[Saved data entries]
####################

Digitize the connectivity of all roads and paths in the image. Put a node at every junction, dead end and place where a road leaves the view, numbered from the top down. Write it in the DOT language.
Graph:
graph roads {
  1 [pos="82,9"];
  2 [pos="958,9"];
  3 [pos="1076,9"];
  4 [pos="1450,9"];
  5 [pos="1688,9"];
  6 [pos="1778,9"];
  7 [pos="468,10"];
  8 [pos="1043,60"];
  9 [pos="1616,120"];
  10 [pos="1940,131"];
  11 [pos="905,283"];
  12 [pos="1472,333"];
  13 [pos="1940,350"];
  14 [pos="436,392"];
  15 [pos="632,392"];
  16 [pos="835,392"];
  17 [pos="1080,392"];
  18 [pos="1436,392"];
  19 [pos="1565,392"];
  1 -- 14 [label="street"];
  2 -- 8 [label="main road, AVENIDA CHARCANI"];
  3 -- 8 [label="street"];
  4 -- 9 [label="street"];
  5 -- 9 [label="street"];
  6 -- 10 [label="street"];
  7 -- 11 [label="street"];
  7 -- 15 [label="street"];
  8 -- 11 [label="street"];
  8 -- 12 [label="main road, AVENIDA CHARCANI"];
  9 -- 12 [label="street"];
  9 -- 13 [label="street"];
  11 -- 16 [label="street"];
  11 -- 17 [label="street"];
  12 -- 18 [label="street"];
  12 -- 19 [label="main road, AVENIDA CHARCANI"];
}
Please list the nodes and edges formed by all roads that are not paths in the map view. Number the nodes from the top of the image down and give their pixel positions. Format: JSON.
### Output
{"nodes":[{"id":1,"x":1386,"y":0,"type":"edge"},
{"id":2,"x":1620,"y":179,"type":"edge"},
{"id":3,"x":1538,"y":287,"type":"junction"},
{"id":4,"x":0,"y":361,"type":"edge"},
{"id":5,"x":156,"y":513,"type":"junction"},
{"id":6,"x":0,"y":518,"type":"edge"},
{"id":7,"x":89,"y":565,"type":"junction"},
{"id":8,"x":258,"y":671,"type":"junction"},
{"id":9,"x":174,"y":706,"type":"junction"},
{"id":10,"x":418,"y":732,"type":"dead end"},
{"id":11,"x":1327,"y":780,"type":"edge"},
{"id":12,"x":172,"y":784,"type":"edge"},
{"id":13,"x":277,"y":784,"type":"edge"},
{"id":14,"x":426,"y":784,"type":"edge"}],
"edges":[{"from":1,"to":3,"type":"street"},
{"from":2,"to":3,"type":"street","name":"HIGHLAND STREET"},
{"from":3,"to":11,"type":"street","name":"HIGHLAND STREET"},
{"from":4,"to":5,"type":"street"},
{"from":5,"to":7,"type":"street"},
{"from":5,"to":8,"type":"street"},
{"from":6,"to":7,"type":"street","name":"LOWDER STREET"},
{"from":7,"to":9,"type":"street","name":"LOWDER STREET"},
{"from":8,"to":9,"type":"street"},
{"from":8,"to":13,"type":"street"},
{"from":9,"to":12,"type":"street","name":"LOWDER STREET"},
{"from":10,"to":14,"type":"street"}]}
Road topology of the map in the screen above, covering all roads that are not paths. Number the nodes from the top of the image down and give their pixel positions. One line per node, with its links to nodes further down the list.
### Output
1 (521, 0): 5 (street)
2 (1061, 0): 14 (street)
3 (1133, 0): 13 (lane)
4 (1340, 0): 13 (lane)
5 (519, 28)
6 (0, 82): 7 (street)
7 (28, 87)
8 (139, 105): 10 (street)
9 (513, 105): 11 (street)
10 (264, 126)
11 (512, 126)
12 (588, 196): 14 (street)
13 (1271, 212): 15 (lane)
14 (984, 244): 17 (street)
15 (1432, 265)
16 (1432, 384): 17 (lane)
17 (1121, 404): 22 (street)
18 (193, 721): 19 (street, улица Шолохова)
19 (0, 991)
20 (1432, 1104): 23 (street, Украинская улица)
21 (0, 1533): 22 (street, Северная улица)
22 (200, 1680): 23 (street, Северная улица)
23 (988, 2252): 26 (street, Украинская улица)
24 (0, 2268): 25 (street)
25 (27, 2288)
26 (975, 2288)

####################

What you have to do: Going through the lines above one by one, tally those with the word "down" and give only the total.

Reply: 3